→ **Work task**:
In the entries below, spot each line with the word "Montpelier" and copy it.

Records supplied: Begin

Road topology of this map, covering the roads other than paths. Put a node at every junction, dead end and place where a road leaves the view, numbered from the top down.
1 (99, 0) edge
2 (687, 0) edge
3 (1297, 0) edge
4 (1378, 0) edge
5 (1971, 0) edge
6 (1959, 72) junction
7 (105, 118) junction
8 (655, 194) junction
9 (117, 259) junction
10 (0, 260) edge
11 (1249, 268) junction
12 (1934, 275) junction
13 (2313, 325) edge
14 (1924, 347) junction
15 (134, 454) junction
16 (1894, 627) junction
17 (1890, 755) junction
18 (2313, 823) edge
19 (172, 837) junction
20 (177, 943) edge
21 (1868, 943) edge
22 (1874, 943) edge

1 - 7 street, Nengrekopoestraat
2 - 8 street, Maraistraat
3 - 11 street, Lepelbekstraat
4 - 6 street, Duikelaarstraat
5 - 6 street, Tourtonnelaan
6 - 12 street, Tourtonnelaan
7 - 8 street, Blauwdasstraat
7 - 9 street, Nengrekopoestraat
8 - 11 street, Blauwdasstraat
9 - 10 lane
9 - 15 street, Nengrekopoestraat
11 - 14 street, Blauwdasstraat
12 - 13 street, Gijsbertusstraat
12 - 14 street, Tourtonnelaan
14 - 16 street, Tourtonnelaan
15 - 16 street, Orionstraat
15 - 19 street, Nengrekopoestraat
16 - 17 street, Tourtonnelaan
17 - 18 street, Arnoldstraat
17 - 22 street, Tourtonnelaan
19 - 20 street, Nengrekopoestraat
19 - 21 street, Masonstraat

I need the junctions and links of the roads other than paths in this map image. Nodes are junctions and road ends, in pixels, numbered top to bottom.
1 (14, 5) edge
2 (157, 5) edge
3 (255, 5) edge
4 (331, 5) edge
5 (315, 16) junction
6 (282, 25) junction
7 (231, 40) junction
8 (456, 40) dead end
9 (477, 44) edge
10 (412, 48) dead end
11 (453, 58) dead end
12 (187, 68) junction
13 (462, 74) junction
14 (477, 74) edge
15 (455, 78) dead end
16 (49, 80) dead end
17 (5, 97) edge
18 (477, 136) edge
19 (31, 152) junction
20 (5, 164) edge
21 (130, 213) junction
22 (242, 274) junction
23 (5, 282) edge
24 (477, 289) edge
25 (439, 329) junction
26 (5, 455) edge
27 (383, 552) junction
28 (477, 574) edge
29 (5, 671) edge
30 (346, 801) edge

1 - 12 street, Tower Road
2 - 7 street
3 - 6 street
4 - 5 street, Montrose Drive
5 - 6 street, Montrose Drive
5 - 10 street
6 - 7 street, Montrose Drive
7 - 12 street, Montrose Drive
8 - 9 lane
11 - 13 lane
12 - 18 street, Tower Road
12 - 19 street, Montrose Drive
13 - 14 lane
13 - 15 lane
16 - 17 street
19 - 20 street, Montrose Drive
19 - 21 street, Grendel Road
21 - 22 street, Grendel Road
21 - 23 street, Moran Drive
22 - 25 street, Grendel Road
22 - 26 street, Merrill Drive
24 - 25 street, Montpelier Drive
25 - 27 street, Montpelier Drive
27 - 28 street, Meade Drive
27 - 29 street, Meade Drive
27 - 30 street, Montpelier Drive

Records supplied: End

→ **Written response**:
24 - 25 street, Montpelier Drive
25 - 27 street, Montpelier Drive
27 - 30 street, Montpelier Drive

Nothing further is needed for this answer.